稅曉平 曹艷霞 李順昌 孫君志 丁海麗 尚畫雨 蘇全生

1成都體育學(xué)院運動醫(yī)學(xué)與健康學(xué)院（成都610041）

2四川中醫(yī)藥高等專科學(xué)校3綿陽市骨科醫(yī)院

糖尿病將引起周圍神經(jīng)結(jié)構(gòu)和功能發(fā)生改變，導(dǎo)致糖尿病周圍神經(jīng)病變（diabetic peripheral neuropathy，DPN），其主要臨床表現(xiàn)為感覺功能障礙，并出現(xiàn)麻木、疼痛等表現(xiàn)，嚴重者會出現(xiàn)潰瘍甚至截肢。
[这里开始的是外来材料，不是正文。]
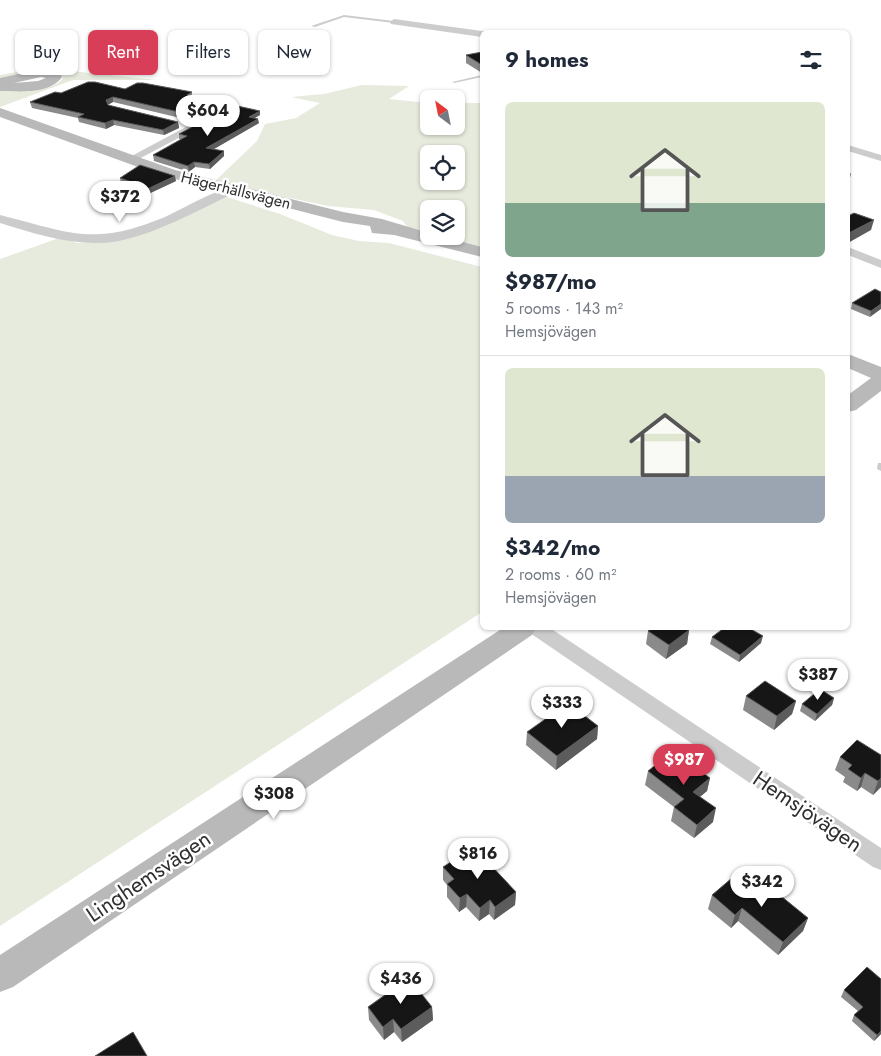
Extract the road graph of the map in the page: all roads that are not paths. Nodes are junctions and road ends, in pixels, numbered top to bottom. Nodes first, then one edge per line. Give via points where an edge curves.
1 (394, 22) joint
2 (313, 26) dead end
3 (480, 34) edge
4 (480, 76) edge
5 (0, 82) edge
6 (454, 82) dead end
7 (0, 88) edge
8 (0, 112) edge
9 (208, 119) edge
10 (179, 123) edge
11 (194, 126) junction
12 (850, 149) edge
13 (881, 158) edge
14 (131, 159) junction
15 (233, 190) junction
16 (1, 220) edge
17 (480, 252) edge
18 (850, 252) edge
19 (881, 264) edge
20 (850, 361) edge
21 (881, 375) edge
22 (881, 382) edge
23 (850, 404) edge
24 (881, 464) edge
25 (881, 469) edge
26 (519, 630) edge
27 (540, 630) edge
28 (881, 860) edge
29 (0, 975) edge

1 - 2 lane via 344,16
1 - 3 street
4 - 6 lane
5 - 7 street via 42,73 56,77 41,85
8 - 14 street, Hägerhällsvägen
9 - 11 street
10 - 11 street
11 - 14 street
12 - 13 street
14 - 15 street, Hägerhällsvägen
15 - 16 street via 132,233 110,238 81,237
15 - 17 street, Hägerhällsvägen via 343,217 353,224 394,230
18 - 19 street
20 - 21 street
22 - 23 street
24 - 25 lane
26 - 29 street, Linghemsvägen
27 - 28 street, Hemsjövägen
目前還沒有針對DPN的特效藥物，在控制血糖的基礎(chǔ)上，針對周圍神經(jīng)病變癥狀使用三環(huán)類抗抑郁藥、局部鎮(zhèn)痛藥、非甾體類抗炎藥、維生素B12和抗氧化劑ɑ-硫辛酸等[1]。藥物治療并不能清除病因和阻止病情發(fā)展，并且具有很大的副作用。運動療法具有副作用低、經(jīng)濟成本小的優(yōu)勢，是糖尿病及其并發(fā)癥的主要療法之一，并與飲食療法、胰島素療法被并稱為糖尿病及其并發(fā)癥的“三駕馬車”。運動療法對DPN的治療機制尚不明確。本研究采用7周高脂高糖喂養(yǎng)配合一次性小劑量鏈脲佐菌素（STZ）注射誘導(dǎo)2型糖尿病大鼠模型[2]，并分別采用有氧或抗阻兩種不同運動形式進行干預(yù)，探討不同運動對糖尿病周圍神經(jīng)結(jié)構(gòu)功能的影響及機制。

1 材料與方法

1.1 實驗動物

6周齡雄性SD大鼠（SPF級）60只，體重160～180 g，購買于成都達碩公司（動物編號20160811）。動物飼養(yǎng)于成都體育學(xué)院運動醫(yī)學(xué)與健康學(xué)院動物實驗房，分籠飼養(yǎng)，自由攝食飲水，室溫控制在21℃～23℃，相對濕度40%～60%，用窗簾和燈光控制12 h∶12 h明暗循環(huán)。

1.2 動物分組

適應(yīng)性喂養(yǎng)1周后，按照體重均衡原則分為對照組（pC，n=24）和造模組（pD，n=36）。pC組普通飼料喂養(yǎng)，pD組高脂高糖飼料喂養(yǎng)（常規(guī)飼料67%、豬油10%、蔗糖20%、膽酸鈉1%、膽固醇2%）喂養(yǎng)，普通飼料和高脂高糖飼料均由成都達碩實驗動物有限公司加工。喂養(yǎng)7周后，各組空腹12 h，進行尾部靜脈采血測試空腹血糖（FBG）和胰島素（FINS），按公式計算胰島素抵抗指數(shù)（HOMA-IRI），HOMA-IRI=[FBG（mmol/L）×FINS（mU/L）/22.5]。與高脂高糖飼料喂養(yǎng)前比較，喂養(yǎng)7周后，pD組FBG（5.02±0.51 vs 6.97±1.04，P＜0.05）、FINS（18.95±1.84vs35.17±4.63，P＜0.01）和HOMA-IRI（4.23±0.41 vs 10.89±1.31，P＜0.01）均明顯升高，表現(xiàn)為典型的胰島素抵抗[3]。高脂高糖喂養(yǎng)7周后，pD組大鼠左下腹一次性腹腔注射鏈脲佐菌素（STZ，30 mg/kg），注射72 h后尾部靜脈取血測試非禁食血糖（NFBG），按2型糖尿病動物模型判斷標準：在胰島素抵抗基礎(chǔ)上，NFBG≥16.7 mmol/L為成功模型[4]。pC組大鼠注射同等體積的枸櫞酸緩沖液。36只糖尿病造模大鼠共成模26只，成模率72.2%。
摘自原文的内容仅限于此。